“A to her funeral: the men went

April 15, 2019 Health

“A Rose for Emily” is a short story written by William Faulkner in 1930. The story opens with a first person narrated account of Emily Grierson, who has lived a long life and who has been known throughout her town. The funeral of this elderly Southern woman is now the obligation of the townspeople. It tells of Emily’s mental breakdown as time goes on and how it was unknown to everyone else. During the 1930’s, mental illness was treated with a tolerable attitude toward those who were socially considered high class, such as Emily. “When Ms. Emily Grierson died, our whole town went to her funeral: the men went through a sort of respectful affection for a fallen monument, the women mostly out of curiosity to see the inside of her house, which no one had seen save an old man-servant-had seen in the last ten years” (Faulkner 299). In the story, she was tax exempt by a Colonel Sartoris after the death of her father in 1894. There was no written record of this at the time and the new elected officials try to send her a notification that her taxes were due. The first sign we see of her mental illness comes when the city authorities arrive to collect her taxes. She repeatedly states that they need to see Colonel Sartoris, who at the time had been dead for nearly a decade. For Emily, the passage of time doesn’t seem to matter as she has spent most of her life locked away in her home anyway.
Part II takes place two years after Emily’s father died, and just a short time after she was abandoned by her soon to be husband. At this point, we see further deterioration of Emily’s mental health as she is rarely seen. As time goes on, a horrible stench begins to come from Emily’s home. Many townsfolk complain to the current judge, Judge Stevens. But, he refuses to accuse Emily of smelling bad. Eventually, the Judge has someone sprinkle lime around her house to prevent the odor. Emily had pretended everything was normal, as if her father had never died. Within a couple of weeks though, the odor subsides, and the townspeople begin to pity the increasingly reclusive Emily. They remember how her great aunt had succumbed to insanity and fear the same for her. The townspeople have always believed that the Griersons thought too highly of themselves, with Emily’s father driving off the many suitors of men deemed not good enough to marry his daughter. With no offer of marriage in sight, Emily is still single by the time she turns thirty. The day after Mr. Grierson’s death, the women of the town call on Emily to offer their condolences. Meeting them at the door, Emily states that her father is not dead at all, a charade that she keeps up for three days. Finally she turns her father’s body over for burial.
In part III, the narrator describes a long illness that Emily suffers after this incident. The summer after her father’s death, the town contracts workers to pave the sidewalks. A construction company, under the direction of Northerner Homer Barron, is awarded the job. Homer soon becomes a popular figure in town and is seen taking Emily on buggy rides on Sunday afternoons. This scandalizes the town and increases the condescension and pity they have for Emily.

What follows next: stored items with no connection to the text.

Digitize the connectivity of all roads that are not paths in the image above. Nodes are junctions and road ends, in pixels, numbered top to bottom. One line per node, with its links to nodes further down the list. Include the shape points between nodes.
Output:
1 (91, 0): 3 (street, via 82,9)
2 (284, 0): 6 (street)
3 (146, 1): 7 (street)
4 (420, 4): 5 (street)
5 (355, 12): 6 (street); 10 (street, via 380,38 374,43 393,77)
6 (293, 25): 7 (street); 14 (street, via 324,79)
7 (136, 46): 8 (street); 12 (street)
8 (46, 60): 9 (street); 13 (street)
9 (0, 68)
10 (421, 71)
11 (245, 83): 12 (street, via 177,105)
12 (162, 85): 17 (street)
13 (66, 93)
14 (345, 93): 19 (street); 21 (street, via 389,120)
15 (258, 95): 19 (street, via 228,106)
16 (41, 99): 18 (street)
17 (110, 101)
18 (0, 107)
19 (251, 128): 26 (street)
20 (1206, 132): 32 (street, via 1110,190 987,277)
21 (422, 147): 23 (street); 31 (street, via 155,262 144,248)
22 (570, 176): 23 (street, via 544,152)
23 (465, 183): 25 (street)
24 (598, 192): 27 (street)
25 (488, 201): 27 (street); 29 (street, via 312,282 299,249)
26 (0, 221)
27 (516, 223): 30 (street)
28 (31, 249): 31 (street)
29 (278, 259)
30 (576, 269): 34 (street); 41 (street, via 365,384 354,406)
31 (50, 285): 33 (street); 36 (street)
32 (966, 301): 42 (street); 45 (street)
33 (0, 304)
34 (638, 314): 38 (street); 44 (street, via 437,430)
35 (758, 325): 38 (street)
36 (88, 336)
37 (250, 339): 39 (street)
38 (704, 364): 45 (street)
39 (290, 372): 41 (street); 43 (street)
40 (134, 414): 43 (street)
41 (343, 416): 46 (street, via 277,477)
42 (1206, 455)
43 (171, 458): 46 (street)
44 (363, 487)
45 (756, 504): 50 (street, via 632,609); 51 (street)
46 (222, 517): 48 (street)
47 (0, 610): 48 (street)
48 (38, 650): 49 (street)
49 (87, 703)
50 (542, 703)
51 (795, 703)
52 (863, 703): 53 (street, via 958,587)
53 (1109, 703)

They feel that she has forgotten her family pride and has become involved with a man beneath her status. As the affair continues, Emily’s reputation is further compromised. Because of this, she goes to the drug store to purchase arsenic, a powerful poison. She is required by law to reveal how she will use the arsenic. She offers no explanation, and the package arrives at her house labeled “for rats.”
In part IV, the townspeople began fearing that Emily will commit suicide due to the fact that it’s discovered Homer is a homosexual and is often seen with younger men. Her potential marriage to Homer now seems increasingly unlikely, despite their continued Sunday ritual. The more outraged women of the town insist that the Baptist minister must talk with Emily. After his visit, he never speaks of what happened and swears that he’ll never go back. So, the minister’s wife writes to Emily’s two cousins in Alabama, who arrive for an extended stay. Because Emily orders a silver toilet set monogrammed with Homer’s initials, talk of the couple’s marriage resumes. Homer, absent from town, is believed to be preparing for Emily’s move to the North or avoiding Emily’s intrusive relatives. After the cousins’ depart, Homer enters the Grierson home one evening and then is never seen again. Holed up in the house, Emily grows plump and gray. Despite the occasional lesson she gives in china painting, her door remains closed to outsiders. In what becomes an annual ritual, Emily refuses to acknowledge the tax bill. She eventually closes up the top floor of the house. Except for the occasional glimpse of her in the window, nothing is heard from her until her death at age seventy-four. Only the servant is seen going in and out of the house.
In the final section, the narrator describes what has happened after Emily dies. Emily’s body is laid out in the parlor, and the women, town elders, and two cousins attend the service. After some time has passed, the door to a sealed upstairs room that had not been opened in forty years is broken down by the townspeople. The room is frozen in time, with the items for an upcoming wedding and a man’s suit laid out. Homer Barron’s body is stretched on the bed as well, in an advanced state of decay. The onlookers then notice the indentation of a head in the pillow beside Homer’s body and a long strand of Emily’s gray hair on the pillow.